→ Activity:
Nothing in the records should be changed in the copy, though the pictures must be left out.

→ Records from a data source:
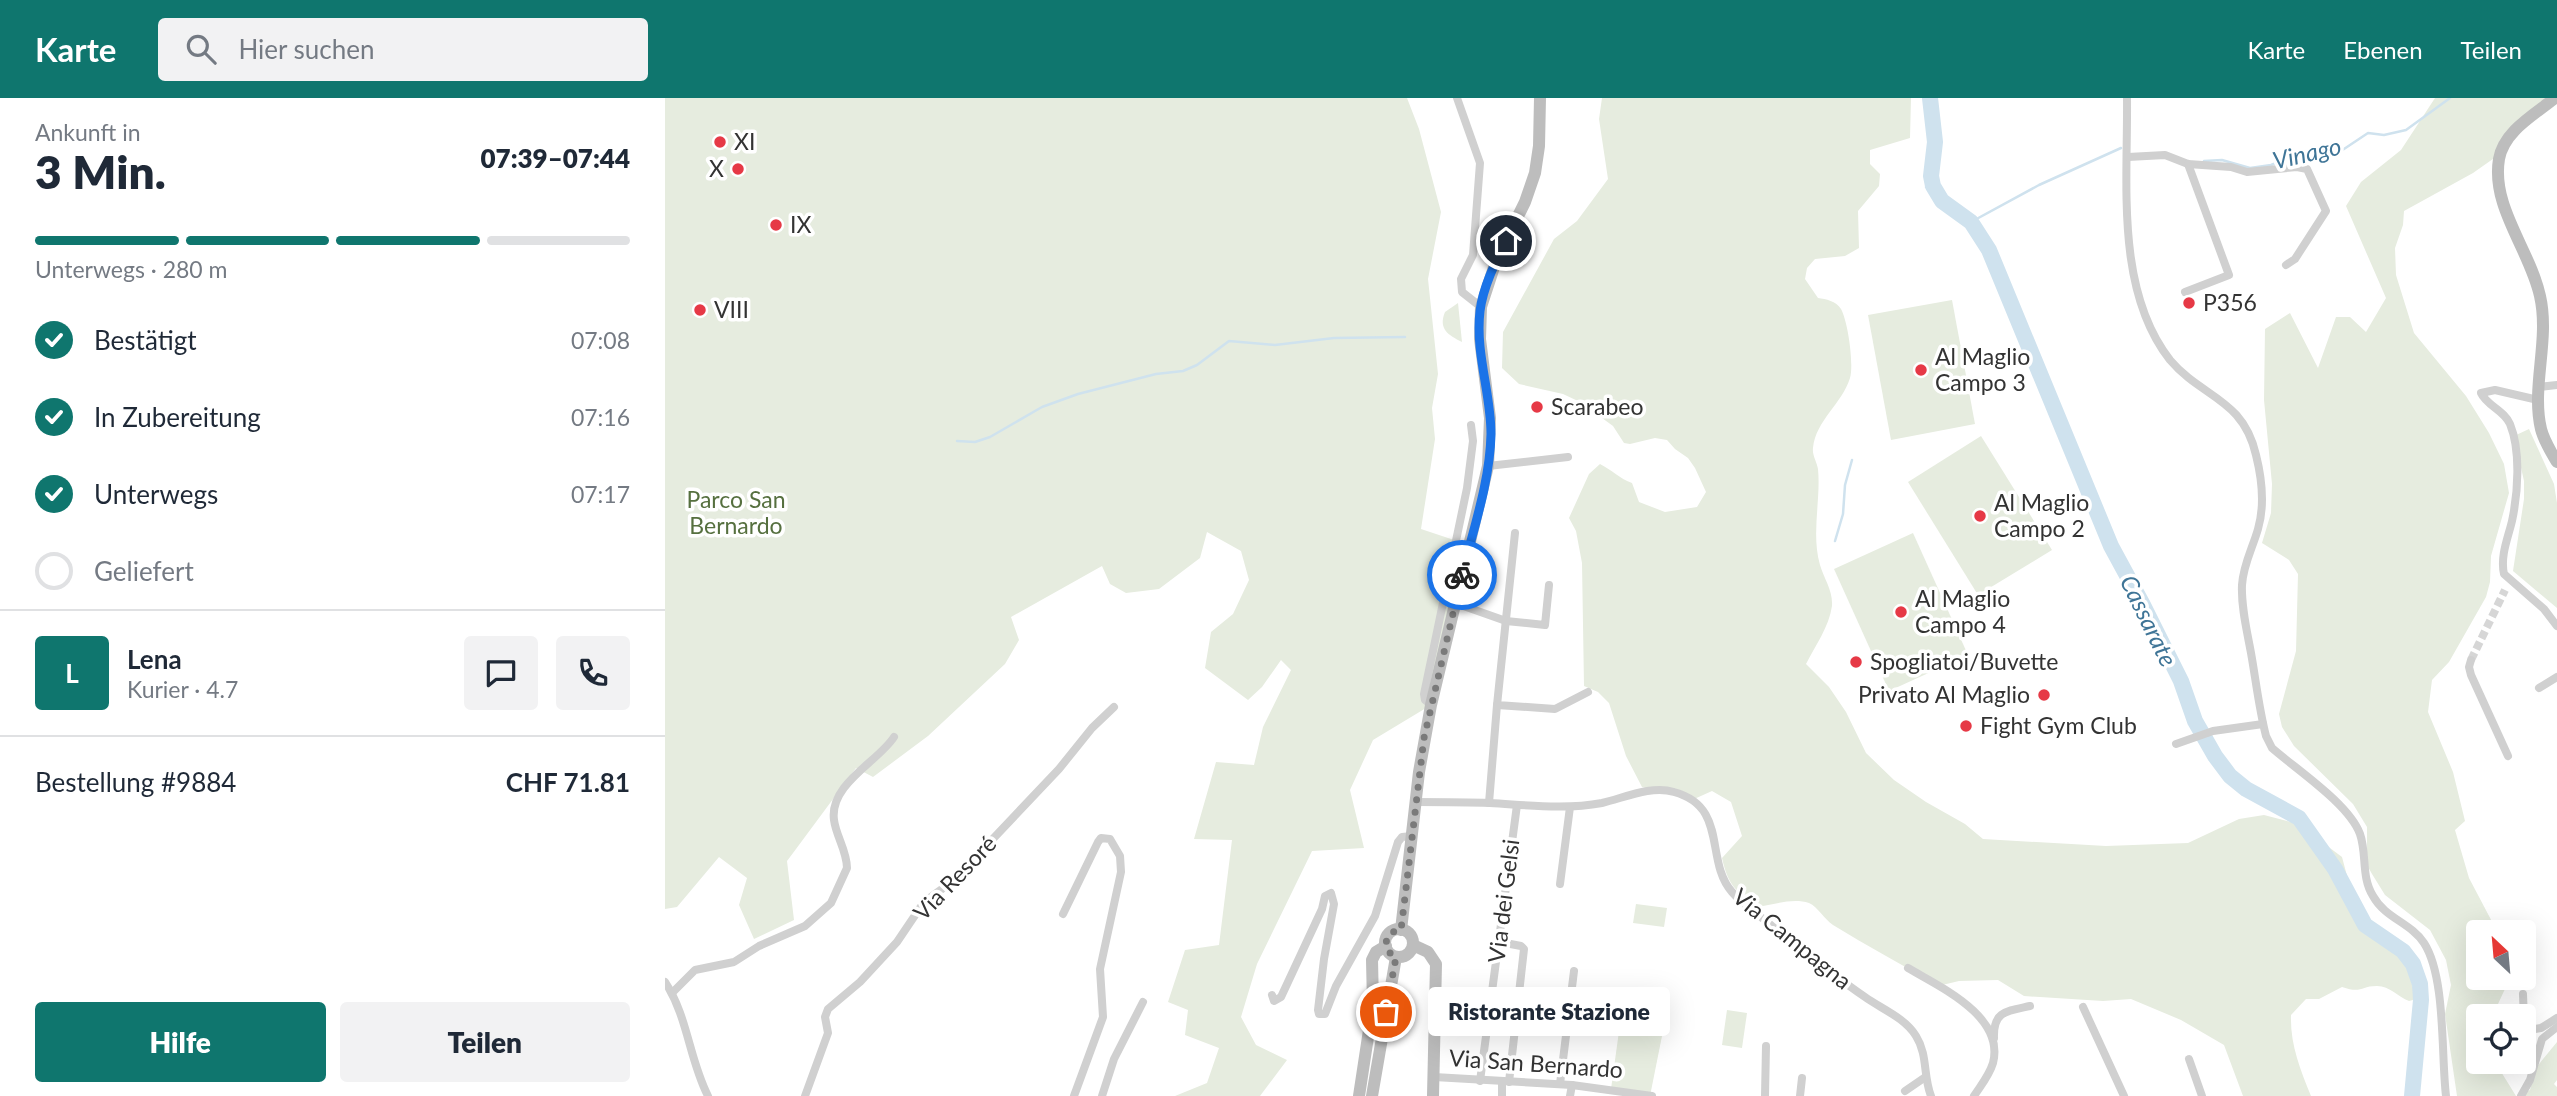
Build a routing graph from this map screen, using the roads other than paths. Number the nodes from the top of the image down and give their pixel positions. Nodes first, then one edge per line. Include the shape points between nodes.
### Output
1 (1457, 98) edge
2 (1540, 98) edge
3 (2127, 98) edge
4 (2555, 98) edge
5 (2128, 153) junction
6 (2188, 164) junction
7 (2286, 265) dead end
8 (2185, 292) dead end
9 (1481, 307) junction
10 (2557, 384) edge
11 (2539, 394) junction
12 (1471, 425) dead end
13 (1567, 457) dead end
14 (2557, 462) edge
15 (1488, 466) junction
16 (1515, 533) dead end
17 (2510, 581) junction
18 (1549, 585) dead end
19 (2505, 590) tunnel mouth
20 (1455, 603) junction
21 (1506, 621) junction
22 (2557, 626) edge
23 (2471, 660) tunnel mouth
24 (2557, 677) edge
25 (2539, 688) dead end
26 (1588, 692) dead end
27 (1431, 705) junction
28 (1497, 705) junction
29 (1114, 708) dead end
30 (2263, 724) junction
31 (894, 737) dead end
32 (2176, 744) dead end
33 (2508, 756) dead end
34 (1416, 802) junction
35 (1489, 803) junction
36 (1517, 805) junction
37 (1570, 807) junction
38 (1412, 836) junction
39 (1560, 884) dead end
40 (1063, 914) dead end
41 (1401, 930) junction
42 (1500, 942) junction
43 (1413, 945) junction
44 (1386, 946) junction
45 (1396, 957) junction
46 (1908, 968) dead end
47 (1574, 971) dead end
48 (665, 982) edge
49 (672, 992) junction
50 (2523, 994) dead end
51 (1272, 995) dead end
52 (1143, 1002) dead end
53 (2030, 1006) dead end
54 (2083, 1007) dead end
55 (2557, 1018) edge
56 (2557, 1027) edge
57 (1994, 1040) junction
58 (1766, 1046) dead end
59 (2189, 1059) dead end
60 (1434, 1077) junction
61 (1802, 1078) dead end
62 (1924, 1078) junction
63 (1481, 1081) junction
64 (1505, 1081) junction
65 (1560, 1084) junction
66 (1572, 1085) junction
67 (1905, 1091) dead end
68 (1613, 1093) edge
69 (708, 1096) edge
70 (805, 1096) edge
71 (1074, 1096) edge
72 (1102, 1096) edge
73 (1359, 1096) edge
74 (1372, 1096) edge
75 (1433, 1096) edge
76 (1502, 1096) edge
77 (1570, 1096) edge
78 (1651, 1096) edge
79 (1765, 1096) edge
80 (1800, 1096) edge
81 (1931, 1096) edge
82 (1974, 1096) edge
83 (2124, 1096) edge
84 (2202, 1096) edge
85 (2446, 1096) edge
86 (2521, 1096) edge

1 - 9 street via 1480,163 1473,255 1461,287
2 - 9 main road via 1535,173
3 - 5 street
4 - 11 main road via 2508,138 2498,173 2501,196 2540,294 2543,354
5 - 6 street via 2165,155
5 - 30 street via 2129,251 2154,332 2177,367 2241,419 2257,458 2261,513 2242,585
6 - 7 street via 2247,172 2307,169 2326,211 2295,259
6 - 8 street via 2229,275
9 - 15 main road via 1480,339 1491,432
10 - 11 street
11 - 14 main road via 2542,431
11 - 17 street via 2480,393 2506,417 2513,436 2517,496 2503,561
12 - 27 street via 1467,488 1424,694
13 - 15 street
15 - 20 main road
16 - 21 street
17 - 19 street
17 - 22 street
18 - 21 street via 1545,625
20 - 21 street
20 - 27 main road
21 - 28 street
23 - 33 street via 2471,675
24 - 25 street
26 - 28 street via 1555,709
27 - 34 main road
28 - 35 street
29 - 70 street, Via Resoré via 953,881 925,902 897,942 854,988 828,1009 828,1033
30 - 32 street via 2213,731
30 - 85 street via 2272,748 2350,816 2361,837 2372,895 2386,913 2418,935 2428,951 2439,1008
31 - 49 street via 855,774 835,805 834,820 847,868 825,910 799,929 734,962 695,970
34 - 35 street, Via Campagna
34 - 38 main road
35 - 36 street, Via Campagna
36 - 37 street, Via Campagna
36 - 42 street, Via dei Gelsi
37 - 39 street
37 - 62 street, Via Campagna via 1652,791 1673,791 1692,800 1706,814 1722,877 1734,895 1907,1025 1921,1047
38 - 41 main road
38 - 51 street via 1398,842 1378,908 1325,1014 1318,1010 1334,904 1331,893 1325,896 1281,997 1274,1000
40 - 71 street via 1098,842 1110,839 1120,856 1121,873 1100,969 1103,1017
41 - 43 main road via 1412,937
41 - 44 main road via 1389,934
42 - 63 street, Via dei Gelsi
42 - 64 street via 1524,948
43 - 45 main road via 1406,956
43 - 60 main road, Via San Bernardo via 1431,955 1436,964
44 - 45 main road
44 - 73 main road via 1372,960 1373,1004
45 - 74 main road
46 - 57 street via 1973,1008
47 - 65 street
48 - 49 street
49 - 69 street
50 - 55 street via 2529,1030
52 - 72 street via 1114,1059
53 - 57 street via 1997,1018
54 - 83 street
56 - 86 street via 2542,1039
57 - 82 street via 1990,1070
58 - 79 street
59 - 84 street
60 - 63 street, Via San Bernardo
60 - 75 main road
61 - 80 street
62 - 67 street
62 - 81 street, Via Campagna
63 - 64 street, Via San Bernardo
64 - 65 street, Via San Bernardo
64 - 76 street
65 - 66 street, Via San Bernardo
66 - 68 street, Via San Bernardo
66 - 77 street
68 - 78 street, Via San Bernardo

→ Worked solution:
Build a routing graph from this map screen, using the roads other than paths. Number the nodes from the top of the image down and give their pixel positions. Nodes first, then one edge per line. Include the shape points between nodes.
### Output
1 (1457, 98) edge
2 (1540, 98) edge
3 (2127, 98) edge
4 (2555, 98) edge
5 (2128, 153) junction
6 (2188, 164) junction
7 (2286, 265) dead end
8 (2185, 292) dead end
9 (1481, 307) junction
10 (2557, 384) edge
11 (2539, 394) junction
12 (1471, 425) dead end
13 (1567, 457) dead end
14 (2557, 462) edge
15 (1488, 466) junction
16 (1515, 533) dead end
17 (2510, 581) junction
18 (1549, 585) dead end
19 (2505, 590) tunnel mouth
20 (1455, 603) junction
21 (1506, 621) junction
22 (2557, 626) edge
23 (2471, 660) tunnel mouth
24 (2557, 677) edge
25 (2539, 688) dead end
26 (1588, 692) dead end
27 (1431, 705) junction
28 (1497, 705) junction
29 (1114, 708) dead end
30 (2263, 724) junction
31 (894, 737) dead end
32 (2176, 744) dead end
33 (2508, 756) dead end
34 (1416, 802) junction
35 (1489, 803) junction
36 (1517, 805) junction
37 (1570, 807) junction
38 (1412, 836) junction
39 (1560, 884) dead end
40 (1063, 914) dead end
41 (1401, 930) junction
42 (1500, 942) junction
43 (1413, 945) junction
44 (1386, 946) junction
45 (1396, 957) junction
46 (1908, 968) dead end
47 (1574, 971) dead end
48 (665, 982) edge
49 (672, 992) junction
50 (2523, 994) dead end
51 (1272, 995) dead end
52 (1143, 1002) dead end
53 (2030, 1006) dead end
54 (2083, 1007) dead end
55 (2557, 1018) edge
56 (2557, 1027) edge
57 (1994, 1040) junction
58 (1766, 1046) dead end
59 (2189, 1059) dead end
60 (1434, 1077) junction
61 (1802, 1078) dead end
62 (1924, 1078) junction
63 (1481, 1081) junction
64 (1505, 1081) junction
65 (1560, 1084) junction
66 (1572, 1085) junction
67 (1905, 1091) dead end
68 (1613, 1093) edge
69 (708, 1096) edge
70 (805, 1096) edge
71 (1074, 1096) edge
72 (1102, 1096) edge
73 (1359, 1096) edge
74 (1372, 1096) edge
75 (1433, 1096) edge
76 (1502, 1096) edge
77 (1570, 1096) edge
78 (1651, 1096) edge
79 (1765, 1096) edge
80 (1800, 1096) edge
81 (1931, 1096) edge
82 (1974, 1096) edge
83 (2124, 1096) edge
84 (2202, 1096) edge
85 (2446, 1096) edge
86 (2521, 1096) edge

1 - 9 street via 1480,163 1473,255 1461,287
2 - 9 main road via 1535,173
3 - 5 street
4 - 11 main road via 2508,138 2498,173 2501,196 2540,294 2543,354
5 - 6 street via 2165,155
5 - 30 street via 2129,251 2154,332 2177,367 2241,419 2257,458 2261,513 2242,585
6 - 7 street via 2247,172 2307,169 2326,211 2295,259
6 - 8 street via 2229,275
9 - 15 main road via 1480,339 1491,432
10 - 11 street
11 - 14 main road via 2542,431
11 - 17 street via 2480,393 2506,417 2513,436 2517,496 2503,561
12 - 27 street via 1467,488 1424,694
13 - 15 street
15 - 20 main road
16 - 21 street
17 - 19 street
17 - 22 street
18 - 21 street via 1545,625
20 - 21 street
20 - 27 main road
21 - 28 street
23 - 33 street via 2471,675
24 - 25 street
26 - 28 street via 1555,709
27 - 34 main road
28 - 35 street
29 - 70 street, Via Resoré via 953,881 925,902 897,942 854,988 828,1009 828,1033
30 - 32 street via 2213,731
30 - 85 street via 2272,748 2350,816 2361,837 2372,895 2386,913 2418,935 2428,951 2439,1008
31 - 49 street via 855,774 835,805 834,820 847,868 825,910 799,929 734,962 695,970
34 - 35 street, Via Campagna
34 - 38 main road
35 - 36 street, Via Campagna
36 - 37 street, Via Campagna
36 - 42 street, Via dei Gelsi
37 - 39 street
37 - 62 street, Via Campagna via 1652,791 1673,791 1692,800 1706,814 1722,877 1734,895 1907,1025 1921,1047
38 - 41 main road
38 - 51 street via 1398,842 1378,908 1325,1014 1318,1010 1334,904 1331,893 1325,896 1281,997 1274,1000
40 - 71 street via 1098,842 1110,839 1120,856 1121,873 1100,969 1103,1017
41 - 43 main road via 1412,937
41 - 44 main road via 1389,934
42 - 63 street, Via dei Gelsi
42 - 64 street via 1524,948
43 - 45 main road via 1406,956
43 - 60 main road, Via San Bernardo via 1431,955 1436,964
44 - 45 main road
44 - 73 main road via 1372,960 1373,1004
45 - 74 main road
46 - 57 street via 1973,1008
47 - 65 street
48 - 49 street
49 - 69 street
50 - 55 street via 2529,1030
52 - 72 street via 1114,1059
53 - 57 street via 1997,1018
54 - 83 street
56 - 86 street via 2542,1039
57 - 82 street via 1990,1070
58 - 79 street
59 - 84 street
60 - 63 street, Via San Bernardo
60 - 75 main road
61 - 80 street
62 - 67 street
62 - 81 street, Via Campagna
63 - 64 street, Via San Bernardo
64 - 65 street, Via San Bernardo
64 - 76 street
65 - 66 street, Via San Bernardo
66 - 68 street, Via San Bernardo
66 - 77 street
68 - 78 street, Via San Bernardo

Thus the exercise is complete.